By Eric J. Lyman
ROME, March 8 (Xinhua) -- So far, Italy's Jobs Act, a set of labor reform initiatives that might be the central achievement of the two-year-old government of Italian Prime Minister Matteo Renzi, has been a mixed bag. Experts say that is not likely to change in the near term.
The Jobs Act dismantled Article 18 of the Italian Worker's Statute, which made it very difficult for any company with more than 15 employees to fire workers.
Designed to help give a typical workers more job security, the act comes after mounting criticism about the polarization of the labor market between the security enjoyed by workers who are employed on indefinite contracts and the vulnerability of those who are not. It has applied to those who started work on or after March 7, 2015.
The majority of economists agree that by making labor markets more flexible and transparent, companies would be more likely to hire new workers because a new hire becomes less of a long-term commitment. Previously, Italy's labor market earned criticism for being too rigid, forcing companies to offer workers temporary contracts to avoid having to offer the worker a contract for life.
So far, unemployment figures have improved slightly: in 2014, before the Jobs Act was implemented, Italy's unemployment rate was 12.7 percent.

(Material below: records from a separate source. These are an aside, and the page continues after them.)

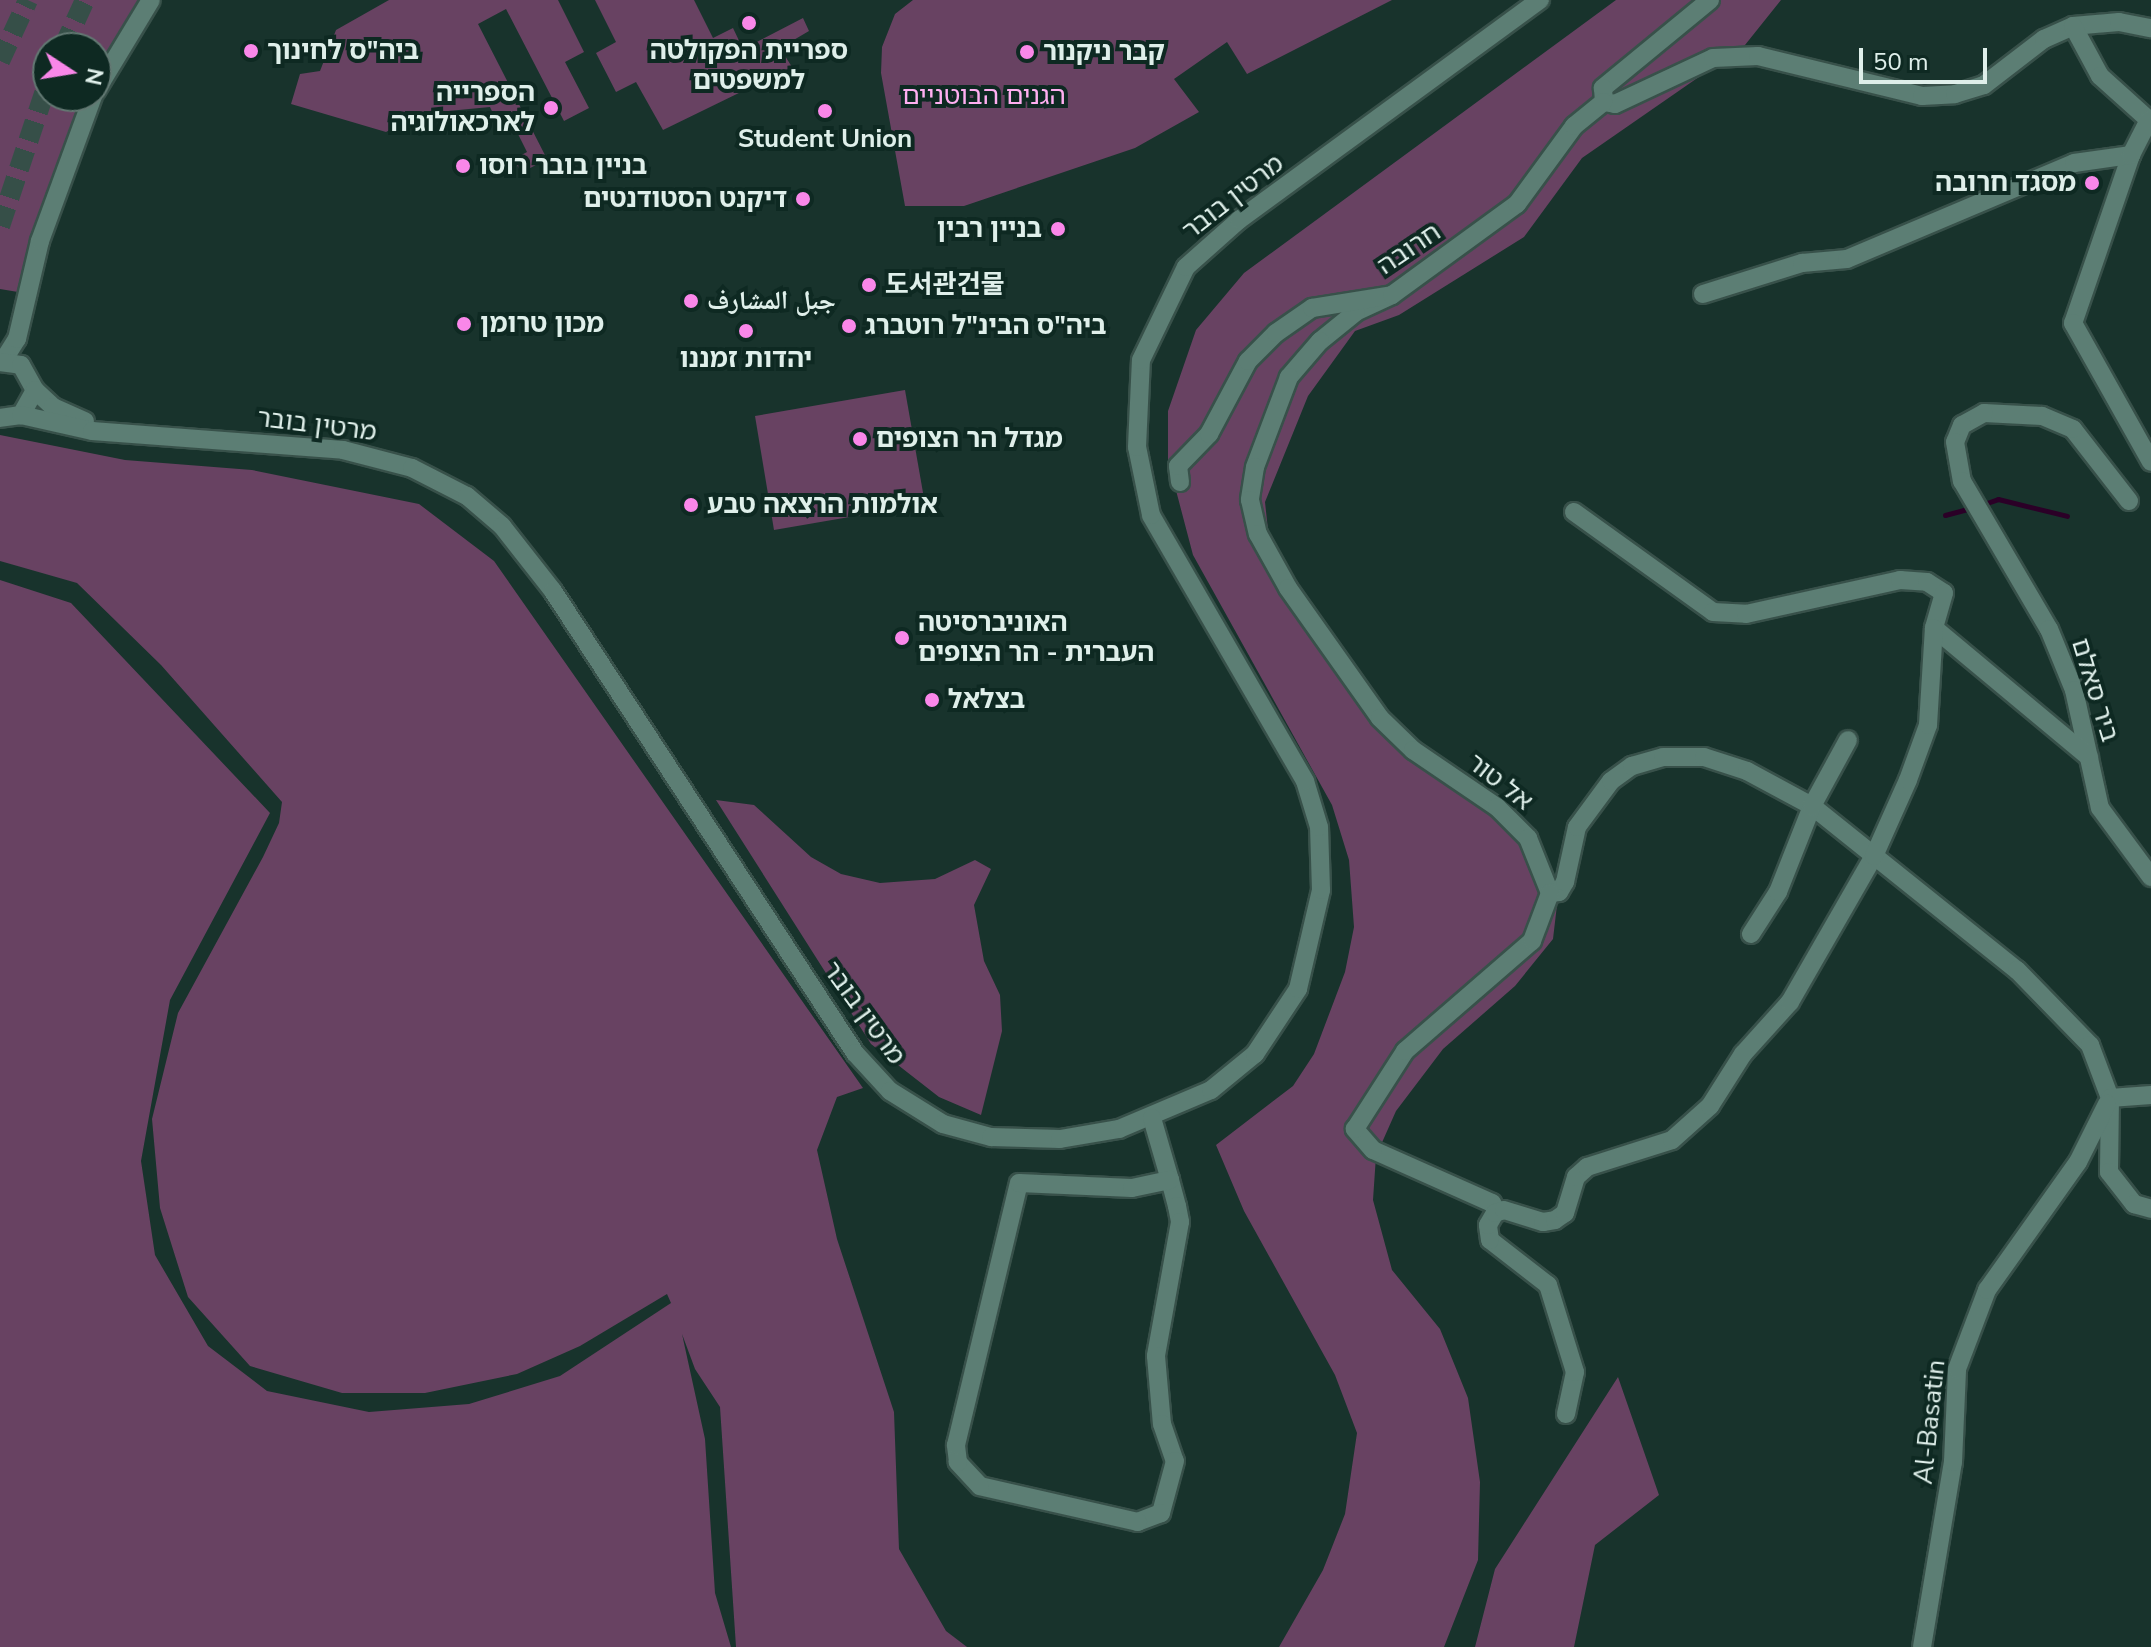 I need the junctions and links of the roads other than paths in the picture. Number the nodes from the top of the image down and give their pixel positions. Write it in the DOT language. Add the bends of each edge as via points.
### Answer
graph roads {
  1 [pos="151,0"];
  2 [pos="1540,0"];
  3 [pos="1710,0"];
  4 [pos="2073,26"];
  5 [pos="2151,28"];
  6 [pos="112,65"];
  7 [pos="1604,102"];
  8 [pos="88,112"];
  9 [pos="2150,121"];
  10 [pos="2131,155"];
  11 [pos="1703,294"];
  12 [pos="1392,295"];
  13 [pos="25,311"];
  14 [pos="1,361"];
  15 [pos="28,372"];
  16 [pos="35,390"];
  17 [pos="21,415"];
  18 [pos="0,418"];
  19 [pos="119,430"];
  20 [pos="2151,462"];
  21 [pos="1180,482"];
  22 [pos="2129,501"];
  23 [pos="1574,512"];
  24 [pos="1934,628"];
  25 [pos="1848,740"];
  26 [pos="2089,757"];
  27 [pos="1812,806"];
  28 [pos="1874,856"];
  29 [pos="2151,877"];
  30 [pos="1550,893"];
  31 [pos="1751,934"];
  32 [pos="2151,1095"];
  33 [pos="2110,1098"];
  34 [pos="1152,1118"];
  35 [pos="1170,1180"];
  36 [pos="2151,1209"];
  37 [pos="1497,1212"];
  38 [pos="1566,1414"];
  39 [pos="1922,1647"];
  1 -- 6 [label="street"];
  2 -- 34 [label="street, מרטין בובר" via="1239,220 1186,267 1141,360 1137,447 1151,515 1291,751 1319,827 1322,868 1307,962 1272,1033 1211,1090"];
  3 -- 7 [label="street" via="1603,88"];
  4 -- 5 [label="street" via="2119,22"];
  4 -- 7 [label="street" via="2044,39 1984,85 1955,94 1922,96 1758,56 1713,58 1615,104"];
  4 -- 9 [label="street" via="2100,76"];
  7 -- 12 [label="street, חרובה" via="1574,126 1517,204"];
  8 -- 13 [label="street" via="40,241"];
  9 -- 10 [label="street"];
  10 -- 11 [label="street" via="2074,163 1847,259 1802,263"];
  10 -- 20 [label="street" via="2073,323"];
  12 -- 21 [label="street, חרובה" via="1312,308 1276,333 1248,361 1209,434 1178,466"];
  12 -- 30 [label="street, אל טור" via="1356,312 1320,341 1289,377 1255,467 1250,500 1258,534 1288,588 1380,718 1413,750 1497,807 1528,838"];
  13 -- 14 [label="street"];
  13 -- 15 [label="street"];
  14 -- 15 [label="street"];
  15 -- 16 [label="street"];
  16 -- 17 [label="street"];
  16 -- 19 [label="street, מרטין בובר" via="70,416"];
  17 -- 18 [label="street"];
  17 -- 19 [label="street, מרטין בובר" via="92,431"];
  19 -- 34 [label="street, מרטין בובר" via="343,450 412,468 467,496 502,526 553,591 855,1053 909,1106 969,1132 1015,1139 1093,1134"];
  22 -- 26 [label="street, ביר סאלם" via="2073,429 2042,416 1984,413 1962,425 1955,442 1962,481 2049,629 2074,690"];
  23 -- 24 [label="street" via="1713,612 1746,614 1914,581 1944,593"];
  24 -- 26 [label="street"];
  24 -- 28 [label="street" via="1928,725"];
  25 -- 27 [label="street"];
  26 -- 29 [label="street, ביר סאלם" via="2100,808"];
  27 -- 28 [label="street"];
  27 -- 30 [label="street" via="1747,771 1704,757 1663,757 1632,766 1611,781 1577,827 1565,882 1559,892"];
  27 -- 31 [label="street" via="1778,892"];
  28 -- 33 [label="street" via="2017,970 2090,1045"];
  28 -- 37 [label="street" via="1790,1002 1743,1054 1710,1106 1672,1140 1587,1167 1576,1177 1565,1213 1555,1220"];
  30 -- 37 [label="street" via="1532,941 1405,1051 1355,1129 1373,1150 1492,1203"];
  32 -- 33 [label="street"];
  33 -- 36 [label="street" via="2109,1172 2134,1204"];
  33 -- 39 [label="street, Al-Basatin" via="2078,1162 1987,1290 1957,1369 1953,1462"];
  34 -- 35 [label="street"];
  35 -- 35 [label="street" via="1180,1222 1179,1246 1155,1381 1175,1461 1161,1513 1138,1522 980,1486 958,1462 956,1445 1019,1183 1132,1188"];
  37 -- 38 [label="street" via="1488,1225 1490,1240 1548,1285 1575,1372"];
}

At the end of last year, it had improved, dipping to 11.4 percent, though still far above the 8.4 percent level recorded five years ago.

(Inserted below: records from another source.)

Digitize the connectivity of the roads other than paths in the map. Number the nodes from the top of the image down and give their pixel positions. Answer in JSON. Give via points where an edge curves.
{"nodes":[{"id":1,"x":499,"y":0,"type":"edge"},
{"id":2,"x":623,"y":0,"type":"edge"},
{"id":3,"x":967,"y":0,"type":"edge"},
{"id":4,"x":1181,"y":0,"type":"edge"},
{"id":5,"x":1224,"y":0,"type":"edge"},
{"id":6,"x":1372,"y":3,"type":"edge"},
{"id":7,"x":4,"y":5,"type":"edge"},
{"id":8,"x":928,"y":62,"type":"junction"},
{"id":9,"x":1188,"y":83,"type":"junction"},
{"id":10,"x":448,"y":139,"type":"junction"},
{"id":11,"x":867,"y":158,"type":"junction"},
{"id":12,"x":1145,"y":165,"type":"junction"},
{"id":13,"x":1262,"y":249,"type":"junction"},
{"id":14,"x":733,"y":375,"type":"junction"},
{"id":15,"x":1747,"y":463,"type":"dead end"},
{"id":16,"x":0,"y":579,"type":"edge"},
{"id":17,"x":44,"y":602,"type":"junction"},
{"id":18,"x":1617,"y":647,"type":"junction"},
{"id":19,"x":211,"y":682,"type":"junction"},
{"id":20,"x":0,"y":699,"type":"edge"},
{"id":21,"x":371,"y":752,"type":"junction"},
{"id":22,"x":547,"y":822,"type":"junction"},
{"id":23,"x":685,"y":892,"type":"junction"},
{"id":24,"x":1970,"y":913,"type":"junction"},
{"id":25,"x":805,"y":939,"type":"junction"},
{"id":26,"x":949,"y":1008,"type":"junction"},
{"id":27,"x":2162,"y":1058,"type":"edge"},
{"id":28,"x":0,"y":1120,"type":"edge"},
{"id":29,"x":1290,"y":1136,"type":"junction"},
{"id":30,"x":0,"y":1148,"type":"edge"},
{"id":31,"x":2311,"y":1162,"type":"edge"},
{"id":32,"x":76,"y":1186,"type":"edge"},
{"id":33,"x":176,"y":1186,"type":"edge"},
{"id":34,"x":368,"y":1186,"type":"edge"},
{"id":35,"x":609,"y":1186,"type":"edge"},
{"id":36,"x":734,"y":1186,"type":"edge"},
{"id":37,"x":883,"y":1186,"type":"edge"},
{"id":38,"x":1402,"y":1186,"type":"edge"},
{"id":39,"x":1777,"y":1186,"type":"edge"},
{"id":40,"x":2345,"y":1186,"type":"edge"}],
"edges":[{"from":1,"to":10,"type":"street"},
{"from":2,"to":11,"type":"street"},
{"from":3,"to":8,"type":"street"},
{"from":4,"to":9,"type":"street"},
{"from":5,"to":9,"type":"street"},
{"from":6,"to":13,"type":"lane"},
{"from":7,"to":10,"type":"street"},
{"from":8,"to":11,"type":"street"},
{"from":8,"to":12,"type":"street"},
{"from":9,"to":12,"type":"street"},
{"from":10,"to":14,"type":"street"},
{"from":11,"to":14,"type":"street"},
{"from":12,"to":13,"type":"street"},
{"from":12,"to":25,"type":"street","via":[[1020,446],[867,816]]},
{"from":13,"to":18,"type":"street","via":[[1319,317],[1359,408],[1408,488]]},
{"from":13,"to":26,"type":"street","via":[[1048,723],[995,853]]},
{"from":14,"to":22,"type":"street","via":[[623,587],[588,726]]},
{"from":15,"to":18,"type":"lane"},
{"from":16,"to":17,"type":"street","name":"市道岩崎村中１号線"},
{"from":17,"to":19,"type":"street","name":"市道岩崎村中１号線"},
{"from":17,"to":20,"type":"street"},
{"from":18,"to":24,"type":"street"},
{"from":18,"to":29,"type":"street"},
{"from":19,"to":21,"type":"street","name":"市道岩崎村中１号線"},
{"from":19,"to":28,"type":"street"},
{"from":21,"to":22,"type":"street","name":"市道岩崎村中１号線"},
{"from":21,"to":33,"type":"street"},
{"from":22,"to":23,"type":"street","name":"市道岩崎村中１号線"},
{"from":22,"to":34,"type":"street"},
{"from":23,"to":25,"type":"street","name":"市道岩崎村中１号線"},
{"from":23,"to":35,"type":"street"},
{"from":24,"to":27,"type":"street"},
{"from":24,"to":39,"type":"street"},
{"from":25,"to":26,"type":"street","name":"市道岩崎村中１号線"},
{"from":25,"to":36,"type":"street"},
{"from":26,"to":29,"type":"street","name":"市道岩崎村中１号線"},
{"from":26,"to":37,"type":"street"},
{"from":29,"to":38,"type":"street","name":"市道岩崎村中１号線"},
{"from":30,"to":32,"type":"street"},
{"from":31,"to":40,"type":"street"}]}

But those modest gains have come at a price: in January, the number of Italian companies seeking to lay off workers rose 12.8 percent compared to the previous month, after falling for most of 2015. And data from Italy's national statistics institute, ISTAT, shows that industrial output is still growing faster than employment rates, indicating there is still excess capacity in the economy.

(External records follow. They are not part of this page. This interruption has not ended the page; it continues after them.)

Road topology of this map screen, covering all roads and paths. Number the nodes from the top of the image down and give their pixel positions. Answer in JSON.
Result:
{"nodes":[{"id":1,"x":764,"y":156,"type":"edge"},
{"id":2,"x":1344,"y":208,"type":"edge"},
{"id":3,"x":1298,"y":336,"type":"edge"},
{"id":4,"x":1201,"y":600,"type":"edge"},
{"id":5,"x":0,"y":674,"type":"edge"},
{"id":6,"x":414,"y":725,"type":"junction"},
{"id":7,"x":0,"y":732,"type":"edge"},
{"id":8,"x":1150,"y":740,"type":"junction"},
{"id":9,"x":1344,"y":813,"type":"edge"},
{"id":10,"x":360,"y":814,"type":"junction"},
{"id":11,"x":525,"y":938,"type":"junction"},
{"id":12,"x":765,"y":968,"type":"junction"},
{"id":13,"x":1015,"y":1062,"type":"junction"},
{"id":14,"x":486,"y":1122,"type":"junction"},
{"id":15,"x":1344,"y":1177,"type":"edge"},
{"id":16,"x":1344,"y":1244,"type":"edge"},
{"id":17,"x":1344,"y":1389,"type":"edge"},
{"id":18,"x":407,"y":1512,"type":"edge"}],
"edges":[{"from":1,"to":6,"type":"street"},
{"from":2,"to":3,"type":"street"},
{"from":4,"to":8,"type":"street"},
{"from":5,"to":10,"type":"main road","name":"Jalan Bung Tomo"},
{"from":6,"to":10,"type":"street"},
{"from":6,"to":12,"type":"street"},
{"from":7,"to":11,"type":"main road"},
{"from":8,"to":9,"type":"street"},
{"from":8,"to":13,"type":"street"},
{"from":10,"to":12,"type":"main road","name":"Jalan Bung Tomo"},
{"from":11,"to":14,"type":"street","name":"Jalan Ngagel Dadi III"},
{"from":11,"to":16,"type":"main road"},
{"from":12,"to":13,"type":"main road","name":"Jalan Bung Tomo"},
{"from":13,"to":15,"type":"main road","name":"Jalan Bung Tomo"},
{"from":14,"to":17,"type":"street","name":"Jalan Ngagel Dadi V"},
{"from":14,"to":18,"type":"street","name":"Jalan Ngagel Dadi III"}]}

"The Jobs Act was a positive idea, but it really should have been done years ago," LUISS University professor Paolo De Nardo, an expert in legal and industrial relations, said in an interview. "It's a harder reform to follow through on in an economic crisis."
De Nardo said Italy's slow economic growth puts downward pressure on wages, meaning that many of the new jobs have low salaries. When this happens, there isn't "the immediate impact the government would like," De Nardo explained.
But Marco Leonardi, an economist at the University of Milan, said it is better for short-term developments like the rise in claims for the "cassa integrazione" (unemployment insurance).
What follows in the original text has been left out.